ACTIVITY:
Wherever the word "dead" appears in a line of the records, copy that line.

(Records from a collection)
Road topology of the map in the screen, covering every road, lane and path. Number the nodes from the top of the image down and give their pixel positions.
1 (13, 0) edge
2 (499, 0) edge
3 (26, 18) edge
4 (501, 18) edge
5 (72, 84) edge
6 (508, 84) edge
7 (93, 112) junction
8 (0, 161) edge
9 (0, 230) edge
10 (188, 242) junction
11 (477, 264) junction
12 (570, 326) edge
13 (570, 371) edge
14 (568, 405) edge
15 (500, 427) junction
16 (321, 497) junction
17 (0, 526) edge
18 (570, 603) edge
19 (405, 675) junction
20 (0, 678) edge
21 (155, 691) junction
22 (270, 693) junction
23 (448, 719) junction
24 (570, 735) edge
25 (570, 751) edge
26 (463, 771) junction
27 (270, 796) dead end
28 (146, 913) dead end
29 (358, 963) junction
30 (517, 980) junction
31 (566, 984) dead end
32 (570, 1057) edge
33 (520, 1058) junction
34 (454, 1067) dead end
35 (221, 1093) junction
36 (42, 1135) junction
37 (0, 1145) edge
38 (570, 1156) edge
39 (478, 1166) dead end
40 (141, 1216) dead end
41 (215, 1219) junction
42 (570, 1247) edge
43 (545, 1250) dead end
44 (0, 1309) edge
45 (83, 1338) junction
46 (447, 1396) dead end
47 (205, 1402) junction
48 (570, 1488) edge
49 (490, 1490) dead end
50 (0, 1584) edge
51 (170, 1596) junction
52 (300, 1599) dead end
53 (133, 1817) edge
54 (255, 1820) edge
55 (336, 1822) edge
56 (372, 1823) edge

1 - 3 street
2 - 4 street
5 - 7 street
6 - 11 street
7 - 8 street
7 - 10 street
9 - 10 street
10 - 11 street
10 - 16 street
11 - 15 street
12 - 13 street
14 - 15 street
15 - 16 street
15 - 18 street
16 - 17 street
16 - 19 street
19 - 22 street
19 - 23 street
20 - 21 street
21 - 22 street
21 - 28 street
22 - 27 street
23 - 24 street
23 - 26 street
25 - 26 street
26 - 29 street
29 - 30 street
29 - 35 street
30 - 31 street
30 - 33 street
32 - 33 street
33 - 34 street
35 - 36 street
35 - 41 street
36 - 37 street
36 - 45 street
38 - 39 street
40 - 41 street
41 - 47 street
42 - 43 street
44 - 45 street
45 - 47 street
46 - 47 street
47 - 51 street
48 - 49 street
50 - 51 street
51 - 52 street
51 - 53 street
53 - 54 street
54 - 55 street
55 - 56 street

WRITTEN ANSWER:
27 (270, 796) dead end
28 (146, 913) dead end
31 (566, 984) dead end
34 (454, 1067) dead end
39 (478, 1166) dead end
40 (141, 1216) dead end
43 (545, 1250) dead end
46 (447, 1396) dead end
49 (490, 1490) dead end
52 (300, 1599) dead end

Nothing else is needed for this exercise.